De todo modo, os integrantes do projeto acreditam que conseguiram alcançar aqueles objetivos principais, a saber: ler obras clássicas e que nossos encontros fossem momentos prazerosos e divertidos, assim como outros lazeres que escolhemos nas nossas vidas. Não obstante, talvez, os relatos trazidos não sejam suficientes para revelar a importância do projeto, pois não parece convincente que um número sem fim de depoimentos irá aclarar, para o leitor desta “narrativa de experiência”, as consequências da leitura dos clássicos nas pessoas, nem mesmo nos esclarecer “Por que ler os clássicos?” A questão insiste em nos acompanhar.
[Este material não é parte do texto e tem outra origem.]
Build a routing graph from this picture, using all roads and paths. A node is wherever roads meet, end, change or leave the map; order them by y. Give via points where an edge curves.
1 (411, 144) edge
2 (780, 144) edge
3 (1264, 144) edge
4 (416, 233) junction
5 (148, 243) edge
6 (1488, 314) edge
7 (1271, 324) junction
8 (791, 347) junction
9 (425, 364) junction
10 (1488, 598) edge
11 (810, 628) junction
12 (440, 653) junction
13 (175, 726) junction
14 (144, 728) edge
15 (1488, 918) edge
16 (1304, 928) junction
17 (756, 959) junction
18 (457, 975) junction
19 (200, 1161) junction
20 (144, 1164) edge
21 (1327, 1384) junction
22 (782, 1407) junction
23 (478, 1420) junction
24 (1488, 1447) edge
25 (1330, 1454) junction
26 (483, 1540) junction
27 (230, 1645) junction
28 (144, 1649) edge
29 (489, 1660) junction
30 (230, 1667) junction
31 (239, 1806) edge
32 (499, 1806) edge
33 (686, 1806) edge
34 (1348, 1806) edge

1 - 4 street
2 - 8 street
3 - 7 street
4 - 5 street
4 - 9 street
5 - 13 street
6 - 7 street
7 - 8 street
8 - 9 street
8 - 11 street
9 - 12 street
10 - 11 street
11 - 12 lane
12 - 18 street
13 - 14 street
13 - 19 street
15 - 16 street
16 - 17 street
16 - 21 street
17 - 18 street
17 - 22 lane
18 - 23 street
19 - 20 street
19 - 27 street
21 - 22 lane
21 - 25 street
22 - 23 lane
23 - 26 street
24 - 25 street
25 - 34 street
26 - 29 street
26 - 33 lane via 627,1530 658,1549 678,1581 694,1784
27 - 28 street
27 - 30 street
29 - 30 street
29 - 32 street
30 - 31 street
Porém, oxalá, tenhamos uma vida longa e, quem sabe, com mais alguns anos de projeto, cheguemos a uma resposta definitiva a essa pergunta (se isso for possível!). Enquanto isso, estamos como o personagem de Guimarães Rosa, em “A terceira margem do rio”, que apela ao pai para embarcar na canoa com ele:
“— Pai, o senhor me leva junto, nessa canoa?” (1984, p. 56).
Nós já embarcamos nessa canoa e não sabemos se vamos encontrar uma margem firme para ancorar, ou se nos acompanhará, relutante, a ilusão de uma terceira margem; no entanto, seguimos navegando sobre o rio. Veremos para onde os clássicos nos levarão.